*PROMPT*.
The span to be transcribed begins with the line that contains "middle pip: (176, 386)" and ends with the last line of the listing; copy it exactly and include nothing else.
——————————
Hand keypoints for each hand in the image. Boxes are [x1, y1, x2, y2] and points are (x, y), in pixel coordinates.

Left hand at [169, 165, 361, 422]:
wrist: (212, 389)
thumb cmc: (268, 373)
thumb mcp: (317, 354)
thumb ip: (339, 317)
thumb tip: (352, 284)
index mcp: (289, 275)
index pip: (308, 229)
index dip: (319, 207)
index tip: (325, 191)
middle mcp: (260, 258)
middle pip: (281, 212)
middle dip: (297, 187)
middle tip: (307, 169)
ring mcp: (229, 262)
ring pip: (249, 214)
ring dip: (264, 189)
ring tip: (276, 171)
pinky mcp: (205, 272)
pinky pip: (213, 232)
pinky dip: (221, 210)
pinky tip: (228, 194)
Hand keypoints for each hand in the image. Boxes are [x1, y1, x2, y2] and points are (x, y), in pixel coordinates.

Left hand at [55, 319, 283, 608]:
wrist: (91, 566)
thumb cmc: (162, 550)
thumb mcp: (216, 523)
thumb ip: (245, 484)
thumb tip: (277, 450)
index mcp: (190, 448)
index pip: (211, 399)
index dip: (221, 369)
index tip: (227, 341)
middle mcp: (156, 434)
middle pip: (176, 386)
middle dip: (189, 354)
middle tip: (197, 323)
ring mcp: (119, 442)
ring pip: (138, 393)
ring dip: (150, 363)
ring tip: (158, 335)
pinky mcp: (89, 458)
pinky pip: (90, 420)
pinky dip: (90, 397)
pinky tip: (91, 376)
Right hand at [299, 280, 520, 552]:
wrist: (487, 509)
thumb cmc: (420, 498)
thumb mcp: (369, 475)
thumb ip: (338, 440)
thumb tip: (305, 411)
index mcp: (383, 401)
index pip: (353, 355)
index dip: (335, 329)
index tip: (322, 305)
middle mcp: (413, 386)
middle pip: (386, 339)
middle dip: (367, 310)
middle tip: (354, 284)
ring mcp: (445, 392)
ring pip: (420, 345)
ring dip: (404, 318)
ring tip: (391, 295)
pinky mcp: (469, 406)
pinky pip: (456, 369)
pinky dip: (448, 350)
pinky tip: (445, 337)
——————————
*RESULT FOR THIS TASK*.
middle pip: (176, 386)
middle dip: (189, 354)
middle tip: (197, 323)
ring mcp: (119, 442)
ring pip: (138, 393)
ring dip: (150, 363)
ring tip: (158, 335)
pinky mcp: (89, 458)
pinky pip: (90, 420)
pinky dip: (90, 397)
pinky tip: (91, 376)
Right hand at [299, 280, 520, 552]:
wrist: (487, 509)
thumb cmc: (420, 498)
thumb mcp: (369, 475)
thumb ip: (338, 440)
thumb tip: (305, 411)
index mcp: (383, 401)
index pip: (353, 355)
index dip: (335, 329)
index tip: (322, 305)
middle mcp: (413, 386)
middle pip: (386, 339)
middle dip: (367, 310)
middle tip: (354, 284)
ring mcp: (445, 392)
ring pip: (420, 345)
ring dip: (404, 318)
ring tip: (391, 295)
pinky mcp: (469, 406)
pinky pip: (456, 369)
pinky dip: (448, 350)
pinky tip: (445, 337)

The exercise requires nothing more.